Anonymous asked: Hello, I've considered coming out to my mom. She is religious in her own way and I don't know if she would be open minded to having a pansexual daughter. I am tired of hiding this though. I don't want to hide anymore but I'm terrified of coming out to her because I don't know how she's going to react. I tried telling her when I was younger and it ended poorly so I told her I was kidding, just keeping her on her toes. I'm scared. Help me, please?
hi. :) sorry for taking so long to reply!
….hmmm, a religious parent. that’s something that i personally struggle with as well, so i’m not sure if i’m the best person to be responding to this ask. ^^;
that said… there are many ways one can come out to someone, some of which are indirect/casual. for example, if you mom says something about a guy being cute, perhaps you could agree but then point out someone else of a different gender and make a similar comment to see how your mom reacts & spark a conversation. if you feel you want to be more direct about it without spelling it out to her face-to-face, perhaps you could drop bigger hints by leaving pages or images about pansexuality clearly visible on your computer screen where & when you know your mom will see it. it may perk her curiosity and she may come up to the computer and look more into it, thus learning more about it without you actually telling her.
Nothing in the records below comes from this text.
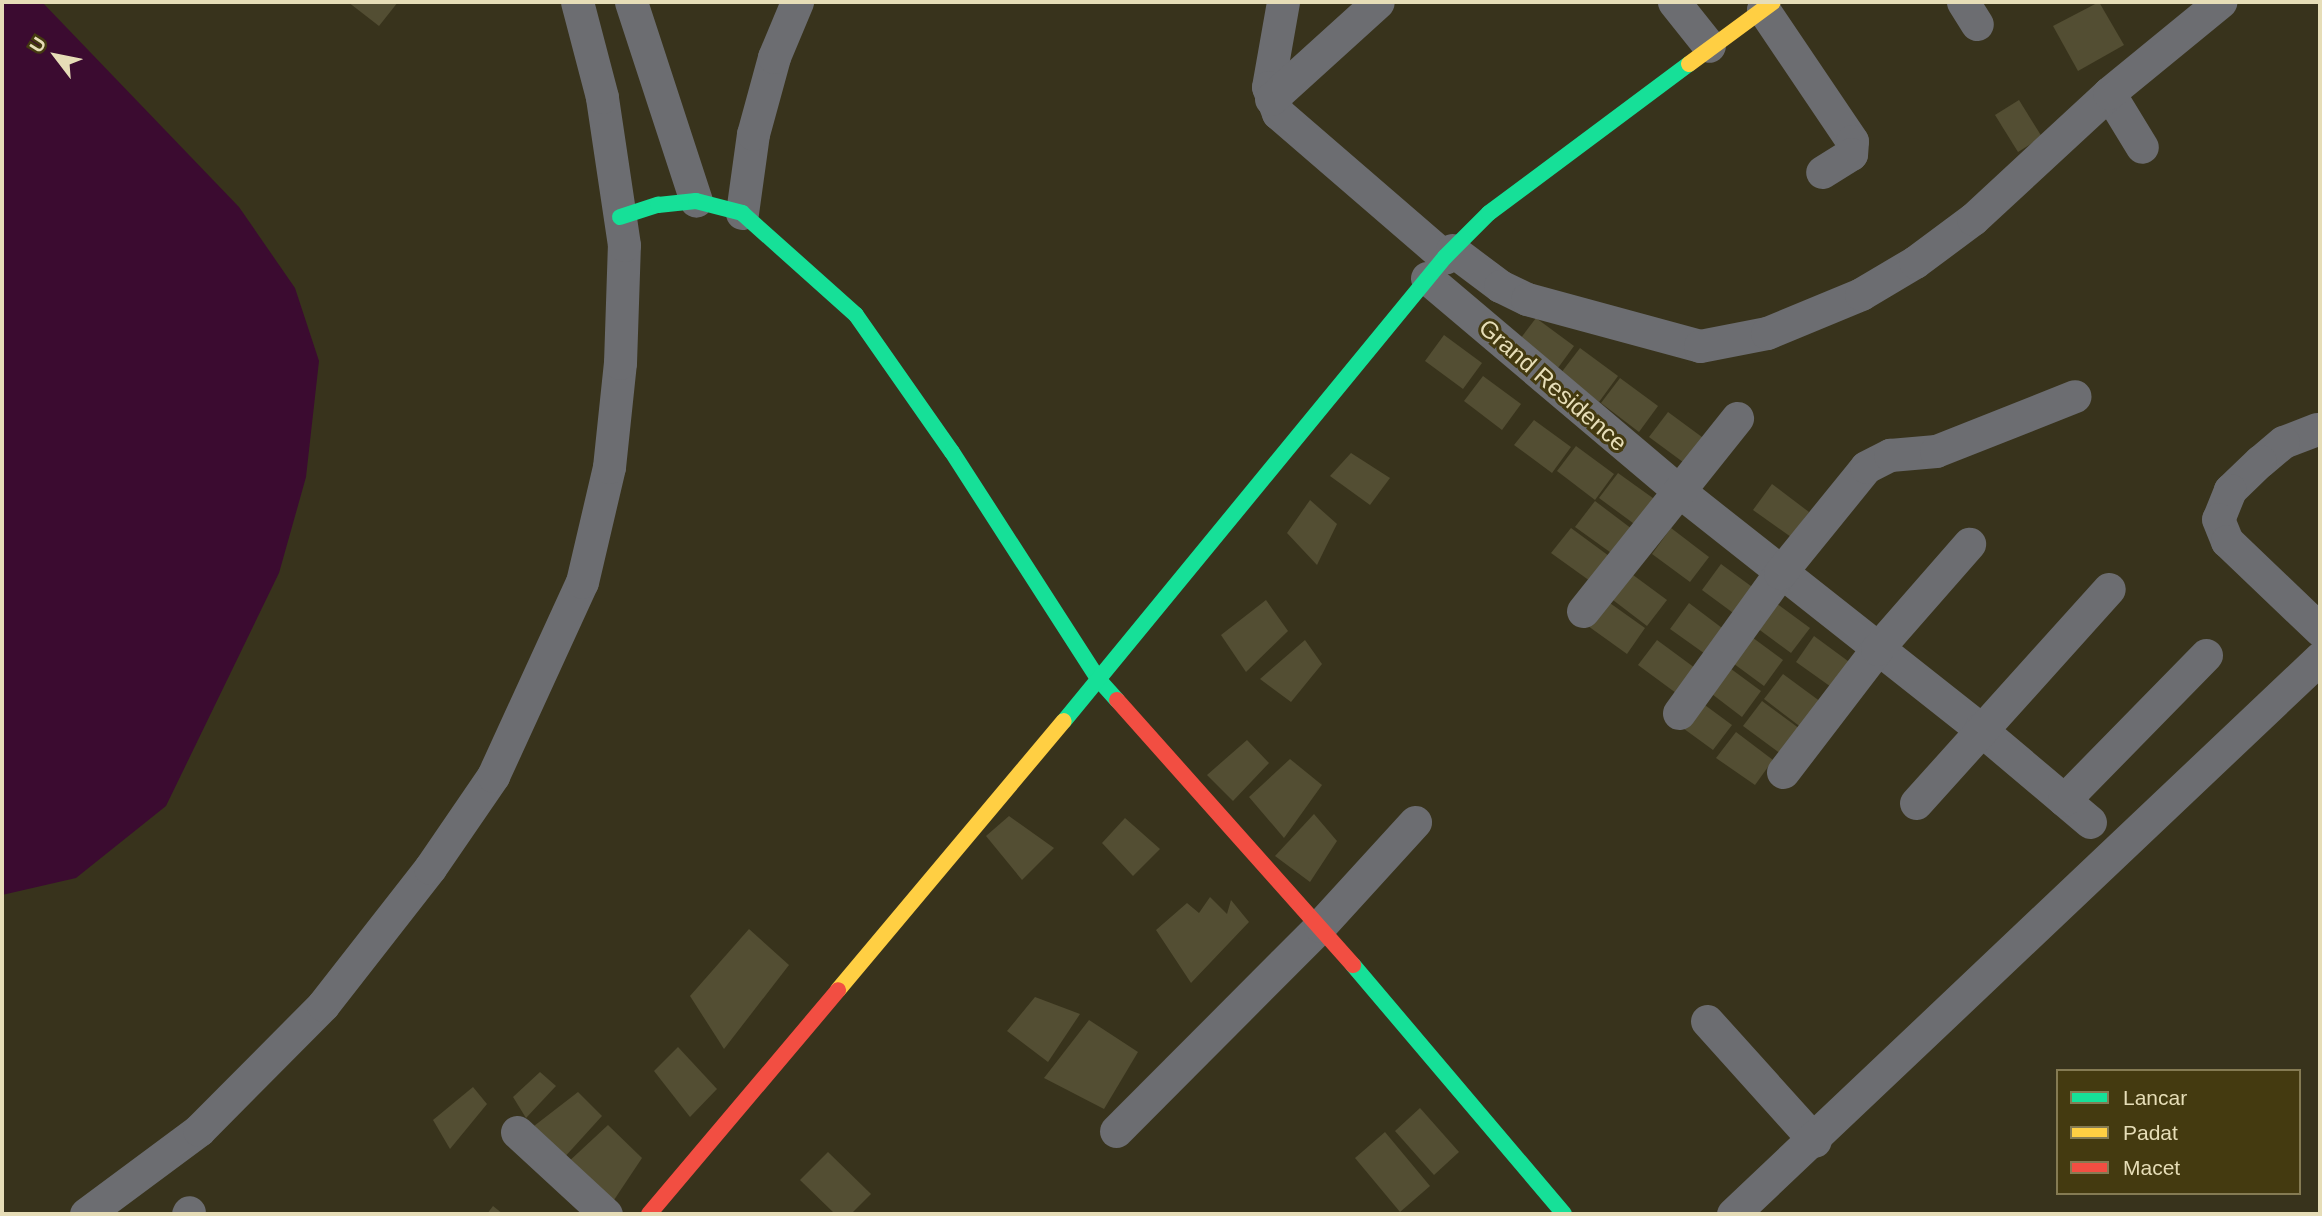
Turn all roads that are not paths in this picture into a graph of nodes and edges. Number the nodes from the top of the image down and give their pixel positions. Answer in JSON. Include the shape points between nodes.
{"nodes":[{"id":1,"x":577,"y":2,"type":"edge"},
{"id":2,"x":631,"y":2,"type":"edge"},
{"id":3,"x":797,"y":2,"type":"edge"},
{"id":4,"x":1283,"y":2,"type":"edge"},
{"id":5,"x":1378,"y":2,"type":"edge"},
{"id":6,"x":1674,"y":2,"type":"edge"},
{"id":7,"x":2220,"y":2,"type":"edge"},
{"id":8,"x":1768,"y":6,"type":"edge"},
{"id":9,"x":1709,"y":46,"type":"junction"},
{"id":10,"x":2109,"y":93,"type":"junction"},
{"id":11,"x":1271,"y":99,"type":"junction"},
{"id":12,"x":2142,"y":147,"type":"dead end"},
{"id":13,"x":1822,"y":172,"type":"dead end"},
{"id":14,"x":696,"y":201,"type":"junction"},
{"id":15,"x":742,"y":213,"type":"junction"},
{"id":16,"x":620,"y":217,"type":"junction"},
{"id":17,"x":1441,"y":262,"type":"junction"},
{"id":18,"x":2075,"y":396,"type":"dead end"},
{"id":19,"x":1737,"y":418,"type":"dead end"},
{"id":20,"x":2317,"y":429,"type":"dead end"},
{"id":21,"x":1679,"y":491,"type":"junction"},
{"id":22,"x":1969,"y":544,"type":"dead end"},
{"id":23,"x":1780,"y":573,"type":"junction"},
{"id":24,"x":2109,"y":589,"type":"dead end"},
{"id":25,"x":1583,"y":611,"type":"dead end"},
{"id":26,"x":2320,"y":630,"type":"edge"},
{"id":27,"x":1877,"y":649,"type":"junction"},
{"id":28,"x":2206,"y":655,"type":"dead end"},
{"id":29,"x":2320,"y":658,"type":"edge"},
{"id":30,"x":1099,"y":680,"type":"junction"},
{"id":31,"x":1679,"y":713,"type":"dead end"},
{"id":32,"x":1980,"y":729,"type":"junction"},
{"id":33,"x":1783,"y":772,"type":"dead end"},
{"id":34,"x":2064,"y":800,"type":"junction"},
{"id":35,"x":1916,"y":803,"type":"dead end"},
{"id":36,"x":1415,"y":822,"type":"dead end"},
{"id":37,"x":2090,"y":822,"type":"dead end"},
{"id":38,"x":1320,"y":926,"type":"junction"},
{"id":39,"x":1707,"y":1021,"type":"dead end"},
{"id":40,"x":1116,"y":1131,"type":"dead end"},
{"id":41,"x":517,"y":1132,"type":"dead end"},
{"id":42,"x":1815,"y":1141,"type":"junction"},
{"id":43,"x":86,"y":1214,"type":"edge"},
{"id":44,"x":606,"y":1214,"type":"edge"},
{"id":45,"x":649,"y":1214,"type":"edge"},
{"id":46,"x":1564,"y":1214,"type":"edge"},
{"id":47,"x":1733,"y":1214,"type":"edge"}],
"edges":[{"from":1,"to":16,"type":"street","via":[[602,97]]},
{"from":2,"to":14,"type":"street"},
{"from":3,"to":15,"type":"street","via":[[774,57],[753,134]]},
{"from":4,"to":11,"type":"street","via":[[1270,72]]},
{"from":5,"to":11,"type":"street"},
{"from":6,"to":9,"type":"street"},
{"from":7,"to":10,"type":"street"},
{"from":8,"to":9,"type":"street"},
{"from":8,"to":13,"type":"street","via":[[1852,141],[1851,154]]},
{"from":9,"to":17,"type":"street","via":[[1489,213]]},
{"from":10,"to":12,"type":"street"},
{"from":10,"to":17,"type":"street","via":[[1973,219],[1915,262],[1861,294],[1767,333],[1700,346],[1527,299]]},
{"from":11,"to":17,"type":"street","via":[[1289,124]]},
{"from":14,"to":15,"type":"street"},
{"from":14,"to":16,"type":"street","via":[[658,205]]},
{"from":15,"to":30,"type":"street","via":[[856,315],[952,452]]},
{"from":16,"to":43,"type":"street","via":[[624,245],[620,363],[610,467],[582,582],[493,776],[430,868],[323,1005],[199,1130]]},
{"from":17,"to":21,"type":"street","name":"Grand Residence"},
{"from":17,"to":30,"type":"street"},
{"from":18,"to":23,"type":"street","via":[[1936,451],[1878,459],[1852,483]]},
{"from":19,"to":21,"type":"street"},
{"from":20,"to":26,"type":"street","via":[[2283,442],[2260,461],[2230,490],[2218,519],[2227,541]]},
{"from":21,"to":23,"type":"street","name":"Grand Residence"},
{"from":21,"to":25,"type":"street"},
{"from":22,"to":27,"type":"street"},
{"from":23,"to":27,"type":"street","name":"Grand Residence"},
{"from":23,"to":31,"type":"street"},
{"from":24,"to":32,"type":"street"},
{"from":27,"to":32,"type":"street","name":"Grand Residence"},
{"from":27,"to":33,"type":"street"},
{"from":28,"to":34,"type":"street"},
{"from":29,"to":42,"type":"street"},
{"from":30,"to":38,"type":"street"},
{"from":30,"to":45,"type":"street"},
{"from":32,"to":34,"type":"street","name":"Grand Residence"},
{"from":32,"to":35,"type":"street"},
{"from":34,"to":37,"type":"street","name":"Grand Residence"},
{"from":36,"to":38,"type":"street"},
{"from":38,"to":40,"type":"street"},
{"from":38,"to":46,"type":"street"},
{"from":39,"to":42,"type":"street"},
{"from":41,"to":44,"type":"street"},
{"from":42,"to":47,"type":"street"}]}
as for how your mom may react to your sexuality… i don’t dare guess at that, but if you think your mom may respond harshly i recommend not dropping hints or coming out until you feel yourself mentally ready to deal with the likely onslaught of questions, emotions, etc that would probably come your way. of course it’s hard to really ever truly be ready for that sort of things… but try to feel secure in yourself as much as possible? if you remain strong through it all, even if things get really rocky between you and your mom you’ll make it through it. remember your mom will need time to process everything and the time she needs may be much longer than you’d like. if so, try to take things slow with her and give her space as needed.
i hope that if you do come out to her it all goes well in the end. there may be a storm as your mom tries to come to grips with your sexuality and her religion, but hopefully there will be a rainbow with a pot of gold at the end of it all.